[[ Supplied data open ]]

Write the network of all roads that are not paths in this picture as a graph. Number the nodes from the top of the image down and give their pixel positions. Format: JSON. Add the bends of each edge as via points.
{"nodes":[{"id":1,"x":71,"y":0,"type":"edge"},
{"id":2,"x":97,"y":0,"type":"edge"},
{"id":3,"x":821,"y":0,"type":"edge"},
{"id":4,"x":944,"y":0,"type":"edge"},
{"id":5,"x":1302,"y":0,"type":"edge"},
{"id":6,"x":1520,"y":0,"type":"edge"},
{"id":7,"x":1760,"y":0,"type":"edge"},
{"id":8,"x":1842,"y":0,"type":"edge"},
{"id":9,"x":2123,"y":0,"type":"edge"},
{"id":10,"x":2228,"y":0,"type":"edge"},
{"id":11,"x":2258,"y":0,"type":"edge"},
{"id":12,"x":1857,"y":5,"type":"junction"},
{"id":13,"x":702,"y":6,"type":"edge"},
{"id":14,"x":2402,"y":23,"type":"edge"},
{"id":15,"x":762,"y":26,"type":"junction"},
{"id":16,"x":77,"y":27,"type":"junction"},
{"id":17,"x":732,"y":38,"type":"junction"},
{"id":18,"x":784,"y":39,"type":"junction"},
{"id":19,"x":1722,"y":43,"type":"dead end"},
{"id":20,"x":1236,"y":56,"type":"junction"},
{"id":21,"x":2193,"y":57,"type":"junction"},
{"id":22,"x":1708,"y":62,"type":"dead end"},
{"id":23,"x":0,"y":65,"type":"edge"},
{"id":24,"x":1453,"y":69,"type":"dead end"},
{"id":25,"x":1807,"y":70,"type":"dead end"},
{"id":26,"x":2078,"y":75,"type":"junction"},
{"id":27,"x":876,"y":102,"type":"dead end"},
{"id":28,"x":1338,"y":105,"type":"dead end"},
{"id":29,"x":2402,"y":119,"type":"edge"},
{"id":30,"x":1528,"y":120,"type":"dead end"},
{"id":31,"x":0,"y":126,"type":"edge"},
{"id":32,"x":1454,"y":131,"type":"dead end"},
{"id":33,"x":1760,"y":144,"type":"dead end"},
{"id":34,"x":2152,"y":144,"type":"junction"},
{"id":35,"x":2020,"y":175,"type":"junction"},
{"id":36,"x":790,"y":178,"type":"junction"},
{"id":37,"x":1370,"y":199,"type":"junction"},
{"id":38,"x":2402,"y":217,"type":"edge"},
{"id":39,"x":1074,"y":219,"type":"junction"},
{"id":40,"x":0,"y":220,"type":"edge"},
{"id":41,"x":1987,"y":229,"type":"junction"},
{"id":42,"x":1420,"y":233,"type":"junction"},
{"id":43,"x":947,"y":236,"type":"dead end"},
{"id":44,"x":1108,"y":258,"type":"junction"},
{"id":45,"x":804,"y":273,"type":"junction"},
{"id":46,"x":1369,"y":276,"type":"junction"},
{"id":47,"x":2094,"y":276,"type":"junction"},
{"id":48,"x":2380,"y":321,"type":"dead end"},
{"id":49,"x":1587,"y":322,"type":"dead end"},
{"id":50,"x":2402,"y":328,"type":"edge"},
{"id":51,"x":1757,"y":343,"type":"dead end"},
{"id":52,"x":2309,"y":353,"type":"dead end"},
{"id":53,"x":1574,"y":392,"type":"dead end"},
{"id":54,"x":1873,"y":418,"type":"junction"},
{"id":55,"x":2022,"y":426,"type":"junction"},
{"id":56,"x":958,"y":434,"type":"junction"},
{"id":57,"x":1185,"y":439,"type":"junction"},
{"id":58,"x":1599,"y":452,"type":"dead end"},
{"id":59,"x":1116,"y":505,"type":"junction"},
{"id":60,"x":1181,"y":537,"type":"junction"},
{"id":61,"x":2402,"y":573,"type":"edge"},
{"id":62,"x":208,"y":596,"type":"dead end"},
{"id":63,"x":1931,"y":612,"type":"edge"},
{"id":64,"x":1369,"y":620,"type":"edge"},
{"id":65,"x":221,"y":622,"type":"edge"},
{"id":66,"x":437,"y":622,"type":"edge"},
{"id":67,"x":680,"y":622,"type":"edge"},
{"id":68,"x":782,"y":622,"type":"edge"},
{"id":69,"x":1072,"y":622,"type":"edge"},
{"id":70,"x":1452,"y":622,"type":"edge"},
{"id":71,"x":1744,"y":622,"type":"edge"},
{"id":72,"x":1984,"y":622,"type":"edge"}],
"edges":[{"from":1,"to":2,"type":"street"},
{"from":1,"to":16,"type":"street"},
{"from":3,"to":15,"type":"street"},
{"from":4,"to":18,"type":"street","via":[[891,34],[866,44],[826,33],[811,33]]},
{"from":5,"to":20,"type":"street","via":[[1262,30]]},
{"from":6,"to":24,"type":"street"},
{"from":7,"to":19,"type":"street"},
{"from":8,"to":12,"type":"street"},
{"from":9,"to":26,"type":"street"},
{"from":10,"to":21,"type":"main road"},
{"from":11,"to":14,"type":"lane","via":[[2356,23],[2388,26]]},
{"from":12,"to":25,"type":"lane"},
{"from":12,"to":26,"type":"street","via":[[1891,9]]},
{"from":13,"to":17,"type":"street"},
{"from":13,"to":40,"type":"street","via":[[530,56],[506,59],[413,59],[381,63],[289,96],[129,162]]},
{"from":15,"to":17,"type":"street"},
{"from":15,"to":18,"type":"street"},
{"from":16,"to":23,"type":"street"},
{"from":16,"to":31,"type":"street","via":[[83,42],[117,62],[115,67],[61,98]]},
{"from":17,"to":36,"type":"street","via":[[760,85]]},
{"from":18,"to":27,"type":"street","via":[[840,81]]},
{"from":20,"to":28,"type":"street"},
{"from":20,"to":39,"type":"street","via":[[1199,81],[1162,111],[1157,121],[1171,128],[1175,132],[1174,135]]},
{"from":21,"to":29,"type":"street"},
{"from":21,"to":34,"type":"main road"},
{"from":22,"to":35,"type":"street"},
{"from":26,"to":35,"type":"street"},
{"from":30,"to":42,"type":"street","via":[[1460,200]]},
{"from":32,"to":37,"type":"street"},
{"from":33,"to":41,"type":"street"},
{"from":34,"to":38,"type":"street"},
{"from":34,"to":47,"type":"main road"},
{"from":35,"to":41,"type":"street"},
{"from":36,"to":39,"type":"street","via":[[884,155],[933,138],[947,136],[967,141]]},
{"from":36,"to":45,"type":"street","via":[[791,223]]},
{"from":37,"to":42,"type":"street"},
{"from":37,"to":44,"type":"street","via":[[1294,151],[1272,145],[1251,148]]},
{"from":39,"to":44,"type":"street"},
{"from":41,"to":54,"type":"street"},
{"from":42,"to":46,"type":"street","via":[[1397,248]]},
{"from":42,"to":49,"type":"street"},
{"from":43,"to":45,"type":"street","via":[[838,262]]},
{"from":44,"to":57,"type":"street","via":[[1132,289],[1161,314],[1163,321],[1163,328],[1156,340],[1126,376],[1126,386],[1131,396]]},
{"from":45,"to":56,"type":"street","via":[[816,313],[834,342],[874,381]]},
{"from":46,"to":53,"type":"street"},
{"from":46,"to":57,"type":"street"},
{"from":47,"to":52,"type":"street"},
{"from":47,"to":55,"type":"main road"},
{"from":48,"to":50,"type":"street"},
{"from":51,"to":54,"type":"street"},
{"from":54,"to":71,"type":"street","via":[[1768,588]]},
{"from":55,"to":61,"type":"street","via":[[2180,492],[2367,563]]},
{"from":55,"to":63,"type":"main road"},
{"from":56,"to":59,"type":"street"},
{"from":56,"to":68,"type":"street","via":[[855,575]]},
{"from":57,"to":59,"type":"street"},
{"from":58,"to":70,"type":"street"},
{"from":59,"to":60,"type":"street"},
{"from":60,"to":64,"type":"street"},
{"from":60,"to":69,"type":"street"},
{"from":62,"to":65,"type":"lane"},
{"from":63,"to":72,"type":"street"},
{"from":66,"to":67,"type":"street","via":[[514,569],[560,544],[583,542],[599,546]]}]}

[[ Supplied data closed ]]

Task statement:
Reply with one number only: the count of lines in the entries that contain "nodes".

Reply:
2